▶ **TASK PROMPT**
Go through the material below, count the lines with the word "roads", and reply with the count alone.

□ □ □ □

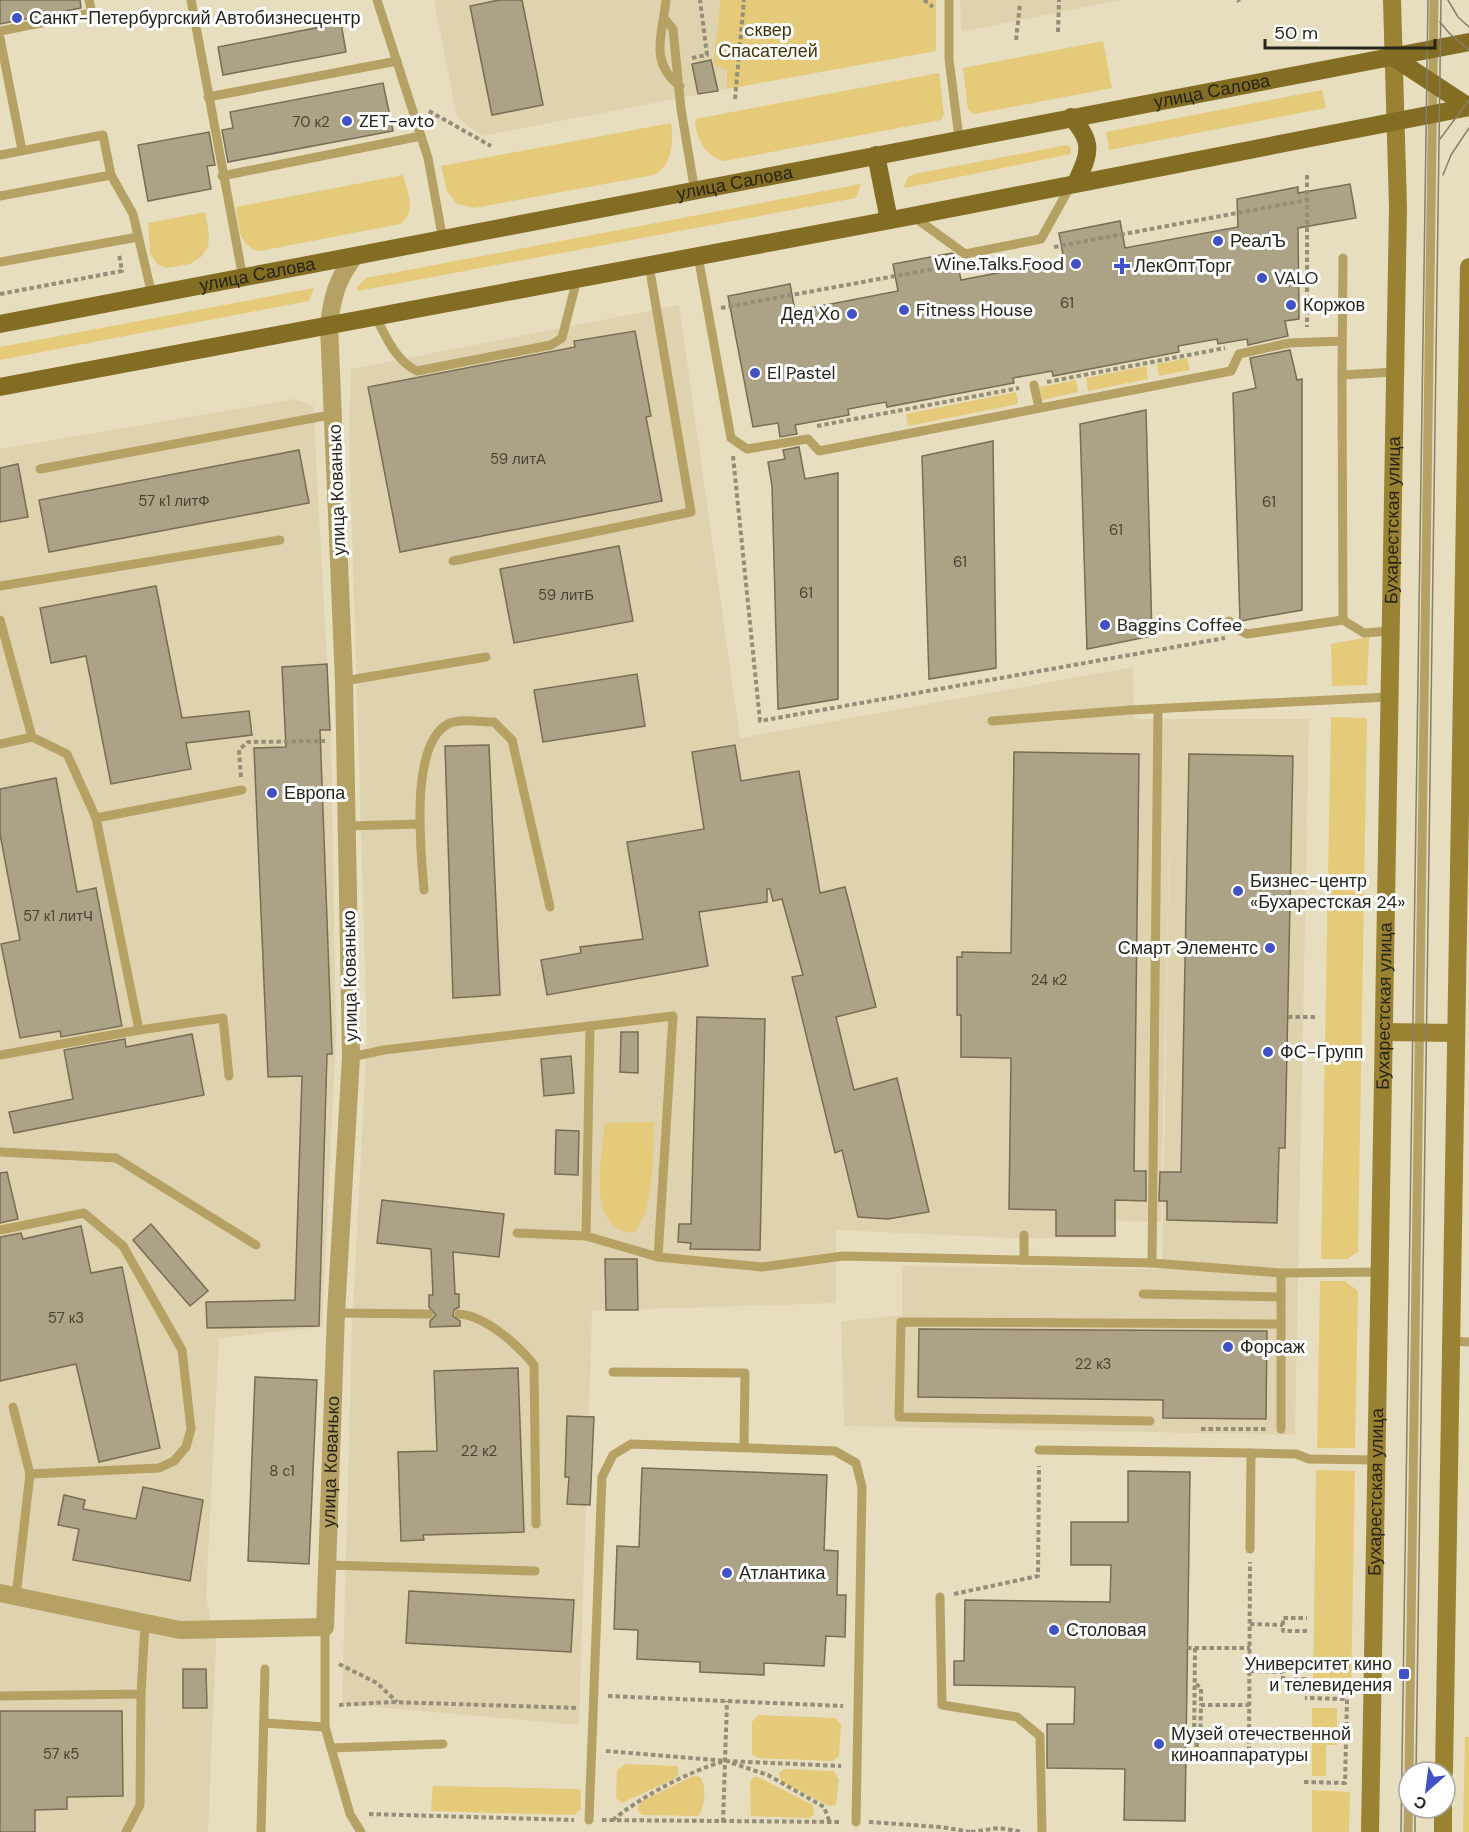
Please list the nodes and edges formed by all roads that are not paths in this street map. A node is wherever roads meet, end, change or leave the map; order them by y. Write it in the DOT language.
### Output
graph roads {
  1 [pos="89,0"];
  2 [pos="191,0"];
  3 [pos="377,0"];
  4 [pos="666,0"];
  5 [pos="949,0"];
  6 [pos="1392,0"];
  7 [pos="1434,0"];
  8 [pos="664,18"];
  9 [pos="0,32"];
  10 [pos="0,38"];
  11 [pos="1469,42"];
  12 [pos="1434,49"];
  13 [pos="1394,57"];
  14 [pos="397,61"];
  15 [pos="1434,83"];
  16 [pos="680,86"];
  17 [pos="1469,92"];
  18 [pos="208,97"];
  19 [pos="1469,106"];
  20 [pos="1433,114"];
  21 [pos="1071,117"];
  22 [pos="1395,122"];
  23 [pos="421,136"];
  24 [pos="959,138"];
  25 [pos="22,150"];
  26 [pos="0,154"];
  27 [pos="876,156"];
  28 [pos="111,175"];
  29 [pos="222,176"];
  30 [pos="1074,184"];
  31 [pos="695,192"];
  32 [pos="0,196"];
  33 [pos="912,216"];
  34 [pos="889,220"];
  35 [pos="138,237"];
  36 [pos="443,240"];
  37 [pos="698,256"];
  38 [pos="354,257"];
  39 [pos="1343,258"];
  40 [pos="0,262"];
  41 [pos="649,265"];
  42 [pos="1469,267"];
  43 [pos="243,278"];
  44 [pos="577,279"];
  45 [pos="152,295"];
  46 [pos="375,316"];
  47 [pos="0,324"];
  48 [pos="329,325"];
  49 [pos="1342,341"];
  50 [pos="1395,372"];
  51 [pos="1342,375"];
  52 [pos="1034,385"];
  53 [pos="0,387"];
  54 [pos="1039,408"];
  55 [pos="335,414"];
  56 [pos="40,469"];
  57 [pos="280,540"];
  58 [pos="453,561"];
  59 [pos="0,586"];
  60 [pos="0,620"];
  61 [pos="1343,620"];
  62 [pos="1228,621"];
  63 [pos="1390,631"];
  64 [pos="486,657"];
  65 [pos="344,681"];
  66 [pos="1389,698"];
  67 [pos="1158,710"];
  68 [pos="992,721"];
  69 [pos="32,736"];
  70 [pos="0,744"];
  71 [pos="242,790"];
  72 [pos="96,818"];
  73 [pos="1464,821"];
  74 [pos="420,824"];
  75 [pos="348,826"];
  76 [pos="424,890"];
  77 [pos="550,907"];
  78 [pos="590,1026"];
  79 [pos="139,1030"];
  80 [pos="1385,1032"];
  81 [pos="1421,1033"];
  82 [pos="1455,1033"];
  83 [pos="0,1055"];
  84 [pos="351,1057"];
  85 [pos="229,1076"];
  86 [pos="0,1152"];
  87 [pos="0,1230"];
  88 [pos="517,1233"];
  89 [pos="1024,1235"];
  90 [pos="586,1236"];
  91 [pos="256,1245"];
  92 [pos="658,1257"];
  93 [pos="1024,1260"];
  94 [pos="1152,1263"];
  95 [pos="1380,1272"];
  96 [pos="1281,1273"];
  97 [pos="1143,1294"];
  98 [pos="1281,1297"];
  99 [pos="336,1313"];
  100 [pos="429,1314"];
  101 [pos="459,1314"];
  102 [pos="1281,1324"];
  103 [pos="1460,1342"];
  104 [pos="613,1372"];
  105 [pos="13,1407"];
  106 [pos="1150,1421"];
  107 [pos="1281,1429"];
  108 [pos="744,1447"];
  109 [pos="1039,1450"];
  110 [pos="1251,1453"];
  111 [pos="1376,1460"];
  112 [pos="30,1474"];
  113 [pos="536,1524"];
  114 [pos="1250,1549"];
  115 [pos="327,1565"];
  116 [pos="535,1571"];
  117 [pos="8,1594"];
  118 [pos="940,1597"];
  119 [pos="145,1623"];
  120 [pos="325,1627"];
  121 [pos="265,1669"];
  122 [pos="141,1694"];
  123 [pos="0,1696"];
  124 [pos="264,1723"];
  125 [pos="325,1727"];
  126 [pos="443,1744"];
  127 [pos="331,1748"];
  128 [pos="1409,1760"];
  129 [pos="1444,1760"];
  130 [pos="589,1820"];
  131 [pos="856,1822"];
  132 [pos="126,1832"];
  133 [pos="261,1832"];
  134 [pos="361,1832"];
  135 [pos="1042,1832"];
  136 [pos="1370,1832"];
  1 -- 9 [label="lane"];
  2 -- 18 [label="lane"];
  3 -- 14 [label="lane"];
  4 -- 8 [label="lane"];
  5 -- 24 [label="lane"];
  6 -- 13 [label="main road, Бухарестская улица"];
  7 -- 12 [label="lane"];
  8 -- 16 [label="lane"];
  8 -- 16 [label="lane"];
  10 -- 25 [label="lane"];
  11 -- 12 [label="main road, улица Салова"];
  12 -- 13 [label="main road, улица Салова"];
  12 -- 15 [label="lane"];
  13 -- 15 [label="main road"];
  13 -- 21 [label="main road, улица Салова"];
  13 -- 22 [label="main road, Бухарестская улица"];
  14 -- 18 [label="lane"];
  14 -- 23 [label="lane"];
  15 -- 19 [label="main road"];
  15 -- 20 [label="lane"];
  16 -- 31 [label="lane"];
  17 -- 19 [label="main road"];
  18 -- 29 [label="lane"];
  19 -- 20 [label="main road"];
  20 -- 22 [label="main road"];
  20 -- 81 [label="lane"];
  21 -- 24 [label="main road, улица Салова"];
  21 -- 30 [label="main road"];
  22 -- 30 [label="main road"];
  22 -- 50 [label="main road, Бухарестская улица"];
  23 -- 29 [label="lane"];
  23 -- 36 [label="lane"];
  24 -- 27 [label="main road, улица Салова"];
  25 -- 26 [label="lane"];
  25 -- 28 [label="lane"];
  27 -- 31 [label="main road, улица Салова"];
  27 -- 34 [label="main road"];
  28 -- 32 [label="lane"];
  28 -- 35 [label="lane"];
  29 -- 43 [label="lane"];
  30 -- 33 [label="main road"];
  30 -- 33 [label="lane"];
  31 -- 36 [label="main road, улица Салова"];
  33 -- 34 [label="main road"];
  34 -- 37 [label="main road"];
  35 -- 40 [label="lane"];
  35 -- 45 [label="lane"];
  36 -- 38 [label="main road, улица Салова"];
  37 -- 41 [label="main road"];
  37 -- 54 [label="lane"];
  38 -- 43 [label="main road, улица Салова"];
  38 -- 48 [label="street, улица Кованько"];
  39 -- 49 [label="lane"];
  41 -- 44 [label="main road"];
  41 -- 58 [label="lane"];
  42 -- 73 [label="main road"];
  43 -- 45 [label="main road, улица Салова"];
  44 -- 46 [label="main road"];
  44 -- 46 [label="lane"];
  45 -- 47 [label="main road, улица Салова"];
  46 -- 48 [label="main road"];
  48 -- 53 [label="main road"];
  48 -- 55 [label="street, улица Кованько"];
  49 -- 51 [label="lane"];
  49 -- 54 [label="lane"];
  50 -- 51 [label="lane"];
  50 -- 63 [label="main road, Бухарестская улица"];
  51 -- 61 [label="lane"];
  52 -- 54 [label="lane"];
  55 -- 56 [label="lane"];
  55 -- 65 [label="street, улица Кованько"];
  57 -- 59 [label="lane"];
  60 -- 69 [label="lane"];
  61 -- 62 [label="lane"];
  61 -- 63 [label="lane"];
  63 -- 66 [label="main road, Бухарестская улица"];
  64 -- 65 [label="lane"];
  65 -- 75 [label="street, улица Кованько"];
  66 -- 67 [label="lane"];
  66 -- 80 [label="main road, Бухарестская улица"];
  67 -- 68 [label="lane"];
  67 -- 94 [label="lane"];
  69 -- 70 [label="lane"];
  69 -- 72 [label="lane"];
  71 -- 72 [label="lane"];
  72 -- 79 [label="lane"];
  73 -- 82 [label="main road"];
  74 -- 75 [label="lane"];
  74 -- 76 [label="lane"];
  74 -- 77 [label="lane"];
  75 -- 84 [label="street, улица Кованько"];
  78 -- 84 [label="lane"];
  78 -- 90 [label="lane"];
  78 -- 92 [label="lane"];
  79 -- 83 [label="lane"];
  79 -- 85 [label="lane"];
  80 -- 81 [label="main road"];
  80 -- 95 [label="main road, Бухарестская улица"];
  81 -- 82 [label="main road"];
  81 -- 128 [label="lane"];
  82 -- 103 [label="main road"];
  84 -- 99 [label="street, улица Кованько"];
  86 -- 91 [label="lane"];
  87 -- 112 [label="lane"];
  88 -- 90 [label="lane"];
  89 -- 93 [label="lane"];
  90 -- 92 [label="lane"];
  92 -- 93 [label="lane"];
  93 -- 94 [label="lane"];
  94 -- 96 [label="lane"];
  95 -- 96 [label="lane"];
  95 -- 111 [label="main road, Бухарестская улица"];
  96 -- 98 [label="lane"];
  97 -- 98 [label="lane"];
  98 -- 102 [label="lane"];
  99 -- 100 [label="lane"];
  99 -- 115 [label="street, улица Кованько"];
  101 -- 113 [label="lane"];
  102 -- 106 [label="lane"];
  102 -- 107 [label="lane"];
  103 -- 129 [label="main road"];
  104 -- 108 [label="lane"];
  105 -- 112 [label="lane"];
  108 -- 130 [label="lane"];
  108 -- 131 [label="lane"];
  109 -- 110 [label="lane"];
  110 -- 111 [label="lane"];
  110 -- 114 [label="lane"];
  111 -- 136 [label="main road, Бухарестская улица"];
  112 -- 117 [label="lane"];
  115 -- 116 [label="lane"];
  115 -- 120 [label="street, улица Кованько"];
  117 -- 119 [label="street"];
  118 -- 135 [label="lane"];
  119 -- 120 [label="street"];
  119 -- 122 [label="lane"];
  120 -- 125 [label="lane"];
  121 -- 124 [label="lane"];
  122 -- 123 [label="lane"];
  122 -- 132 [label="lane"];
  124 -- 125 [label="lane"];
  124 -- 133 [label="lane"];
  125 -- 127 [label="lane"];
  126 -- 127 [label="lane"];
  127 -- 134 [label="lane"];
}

□ □ □ □

▶ **EXPECTED OUTPUT**
2